Dysfunction in the workplace gets a lot of attention and analysis. After all, when hiring managers refer to their companies as "being like a family" to job candidates, dysfunction should be expected.
All families (including work families) experience some dysfunction because all families consist of people. With this consideration, some workplace dysfunction not only seems natural, but also inevitable.
Family dysfunction is rooted in parents failing to adequately provide for their children's emotional, psychological and/or physical needs. The members of these dysfunctional families take their unmet needs into the workplace.
Companies hire people. Employees work with personalities.
This is the reason why tests such as the Myers Briggs Type Indicator Tests (MBTI) have become a staple in large organizations. They assume that the right collection of employees with the right combination of personality traits will work harmoniously together. But in psychology, we know that personalities withstanding, it's our unmet needs that really drive us; influencing both conscious and unconscious behaviors.

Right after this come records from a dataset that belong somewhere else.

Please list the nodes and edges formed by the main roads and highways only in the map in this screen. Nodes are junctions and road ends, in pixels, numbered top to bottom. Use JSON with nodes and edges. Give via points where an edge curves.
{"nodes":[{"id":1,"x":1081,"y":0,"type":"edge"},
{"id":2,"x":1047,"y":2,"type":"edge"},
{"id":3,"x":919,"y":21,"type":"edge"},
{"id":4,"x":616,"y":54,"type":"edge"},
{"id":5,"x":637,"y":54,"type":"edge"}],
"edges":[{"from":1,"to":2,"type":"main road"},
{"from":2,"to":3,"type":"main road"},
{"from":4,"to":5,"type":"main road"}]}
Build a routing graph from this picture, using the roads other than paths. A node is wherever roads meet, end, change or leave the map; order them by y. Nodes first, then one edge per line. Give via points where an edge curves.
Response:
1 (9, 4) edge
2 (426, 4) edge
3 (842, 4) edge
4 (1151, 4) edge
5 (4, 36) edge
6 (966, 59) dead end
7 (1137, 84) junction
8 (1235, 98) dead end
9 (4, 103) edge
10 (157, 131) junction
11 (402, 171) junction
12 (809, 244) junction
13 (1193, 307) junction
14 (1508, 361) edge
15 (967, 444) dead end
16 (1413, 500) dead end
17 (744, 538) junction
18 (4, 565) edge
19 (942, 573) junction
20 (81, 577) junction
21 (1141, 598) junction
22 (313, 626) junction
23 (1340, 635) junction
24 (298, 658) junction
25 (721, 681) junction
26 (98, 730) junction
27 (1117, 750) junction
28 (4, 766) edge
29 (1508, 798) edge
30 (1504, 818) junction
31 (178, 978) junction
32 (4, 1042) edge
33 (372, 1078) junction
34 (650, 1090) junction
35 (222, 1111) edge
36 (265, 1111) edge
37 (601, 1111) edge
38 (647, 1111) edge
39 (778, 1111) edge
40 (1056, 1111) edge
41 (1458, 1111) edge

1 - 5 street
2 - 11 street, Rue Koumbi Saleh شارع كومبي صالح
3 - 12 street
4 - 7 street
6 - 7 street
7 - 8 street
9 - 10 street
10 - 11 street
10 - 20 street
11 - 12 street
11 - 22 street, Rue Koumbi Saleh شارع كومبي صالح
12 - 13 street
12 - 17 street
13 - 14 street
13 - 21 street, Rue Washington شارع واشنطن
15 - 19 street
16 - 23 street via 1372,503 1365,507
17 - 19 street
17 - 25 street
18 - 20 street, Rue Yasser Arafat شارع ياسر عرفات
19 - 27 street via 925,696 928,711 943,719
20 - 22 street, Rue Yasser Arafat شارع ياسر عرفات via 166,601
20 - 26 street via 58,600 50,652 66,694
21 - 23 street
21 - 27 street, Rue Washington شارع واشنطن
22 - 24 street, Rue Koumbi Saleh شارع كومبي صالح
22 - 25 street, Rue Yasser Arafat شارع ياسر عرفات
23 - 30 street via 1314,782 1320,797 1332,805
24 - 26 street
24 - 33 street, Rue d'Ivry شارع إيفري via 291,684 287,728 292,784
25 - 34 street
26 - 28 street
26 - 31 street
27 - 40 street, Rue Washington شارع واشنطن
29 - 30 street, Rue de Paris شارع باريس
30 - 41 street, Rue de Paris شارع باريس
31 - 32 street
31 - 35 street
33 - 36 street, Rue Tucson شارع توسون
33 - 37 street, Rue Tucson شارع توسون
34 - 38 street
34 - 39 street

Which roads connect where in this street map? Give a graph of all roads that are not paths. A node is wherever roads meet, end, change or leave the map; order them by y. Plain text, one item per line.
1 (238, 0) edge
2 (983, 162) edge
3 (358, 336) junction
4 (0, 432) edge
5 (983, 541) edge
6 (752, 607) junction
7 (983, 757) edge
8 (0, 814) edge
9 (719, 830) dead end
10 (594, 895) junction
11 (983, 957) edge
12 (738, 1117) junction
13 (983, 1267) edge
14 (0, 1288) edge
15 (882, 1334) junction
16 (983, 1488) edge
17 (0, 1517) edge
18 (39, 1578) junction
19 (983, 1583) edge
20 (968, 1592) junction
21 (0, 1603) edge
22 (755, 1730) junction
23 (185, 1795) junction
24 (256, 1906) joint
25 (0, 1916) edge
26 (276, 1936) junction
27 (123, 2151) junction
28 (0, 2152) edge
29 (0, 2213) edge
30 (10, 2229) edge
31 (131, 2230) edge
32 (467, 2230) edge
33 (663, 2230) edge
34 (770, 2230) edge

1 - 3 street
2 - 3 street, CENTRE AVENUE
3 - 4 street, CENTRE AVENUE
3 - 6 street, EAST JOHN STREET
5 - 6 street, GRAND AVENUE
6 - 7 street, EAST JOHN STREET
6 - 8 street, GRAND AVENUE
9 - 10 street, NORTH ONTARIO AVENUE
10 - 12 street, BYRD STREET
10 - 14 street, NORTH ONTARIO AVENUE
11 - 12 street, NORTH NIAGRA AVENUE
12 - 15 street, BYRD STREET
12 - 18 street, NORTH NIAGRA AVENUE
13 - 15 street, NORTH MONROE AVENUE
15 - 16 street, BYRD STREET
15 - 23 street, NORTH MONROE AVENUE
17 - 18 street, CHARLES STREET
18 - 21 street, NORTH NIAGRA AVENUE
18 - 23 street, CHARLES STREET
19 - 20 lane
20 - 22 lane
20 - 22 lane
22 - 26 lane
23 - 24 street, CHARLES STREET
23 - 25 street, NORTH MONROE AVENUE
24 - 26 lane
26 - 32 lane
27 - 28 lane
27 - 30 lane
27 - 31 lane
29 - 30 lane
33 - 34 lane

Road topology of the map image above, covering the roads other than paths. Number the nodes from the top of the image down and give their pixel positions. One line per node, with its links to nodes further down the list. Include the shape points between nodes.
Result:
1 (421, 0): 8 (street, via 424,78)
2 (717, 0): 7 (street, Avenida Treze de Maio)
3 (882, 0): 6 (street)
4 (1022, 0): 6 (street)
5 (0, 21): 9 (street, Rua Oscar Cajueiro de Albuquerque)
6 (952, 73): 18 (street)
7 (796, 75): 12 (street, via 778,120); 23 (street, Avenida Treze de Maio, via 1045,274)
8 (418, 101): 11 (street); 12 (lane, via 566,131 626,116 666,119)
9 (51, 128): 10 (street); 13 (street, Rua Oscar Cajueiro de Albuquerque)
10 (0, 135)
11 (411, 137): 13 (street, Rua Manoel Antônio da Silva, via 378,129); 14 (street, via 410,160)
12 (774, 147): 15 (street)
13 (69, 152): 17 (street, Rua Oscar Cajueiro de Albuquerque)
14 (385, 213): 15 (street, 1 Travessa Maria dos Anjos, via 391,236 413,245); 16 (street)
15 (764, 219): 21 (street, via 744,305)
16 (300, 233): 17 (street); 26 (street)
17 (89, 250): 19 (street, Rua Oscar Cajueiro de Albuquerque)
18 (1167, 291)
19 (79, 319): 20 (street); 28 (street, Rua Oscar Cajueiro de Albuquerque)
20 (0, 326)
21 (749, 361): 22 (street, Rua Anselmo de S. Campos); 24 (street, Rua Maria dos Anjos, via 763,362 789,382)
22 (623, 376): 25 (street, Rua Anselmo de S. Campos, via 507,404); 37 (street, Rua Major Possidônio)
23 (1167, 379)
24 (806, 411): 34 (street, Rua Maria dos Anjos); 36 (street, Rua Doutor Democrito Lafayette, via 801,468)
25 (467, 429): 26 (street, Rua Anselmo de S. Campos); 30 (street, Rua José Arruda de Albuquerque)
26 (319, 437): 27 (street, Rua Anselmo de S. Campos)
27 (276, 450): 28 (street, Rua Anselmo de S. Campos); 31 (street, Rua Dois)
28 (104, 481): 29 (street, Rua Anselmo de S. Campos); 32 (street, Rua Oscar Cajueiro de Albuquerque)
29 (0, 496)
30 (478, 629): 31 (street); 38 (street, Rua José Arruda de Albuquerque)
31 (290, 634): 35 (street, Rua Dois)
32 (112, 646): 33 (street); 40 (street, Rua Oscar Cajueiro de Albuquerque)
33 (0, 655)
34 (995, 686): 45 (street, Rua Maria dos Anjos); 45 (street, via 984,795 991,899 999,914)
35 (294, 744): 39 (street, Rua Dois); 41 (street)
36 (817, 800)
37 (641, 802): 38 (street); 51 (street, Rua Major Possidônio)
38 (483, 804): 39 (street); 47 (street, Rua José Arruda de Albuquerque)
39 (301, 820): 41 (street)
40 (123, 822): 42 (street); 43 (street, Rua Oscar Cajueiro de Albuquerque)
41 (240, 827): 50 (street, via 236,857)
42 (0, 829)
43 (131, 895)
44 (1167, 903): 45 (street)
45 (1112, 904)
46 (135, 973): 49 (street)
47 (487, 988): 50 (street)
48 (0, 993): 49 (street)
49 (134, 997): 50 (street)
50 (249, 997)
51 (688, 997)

Dysfunction in the workplace is always preceded by disruption of some kind, and disruption tends to stem from personalities, or personality conflicts - the main reason people are fired from their jobs.
Because it takes an unusually adept manager with very high emotional intelligence to recognize and extinguish dysfunction in the workplace, dysfunction will always exist, since most of the causes of dysfunction are more attributed to personalities (or personality disorders) and lack of values, than policies that can actually prevent the dysfunction.
The key (and true focal point) for managers is not to allow the dysfunction to progress to malfunction; a state where employee productivity is impacted by conditions not properly monitored or managed, which become the company's culture by default.
Ultimately, dysfunctional families are stuck with each other. Employees are not. When we say that the people we work with are "like a family" we need to be mindful of that simile and the comparisons that it draws. It's not being a "like a family" that matters to employees, but what type of family.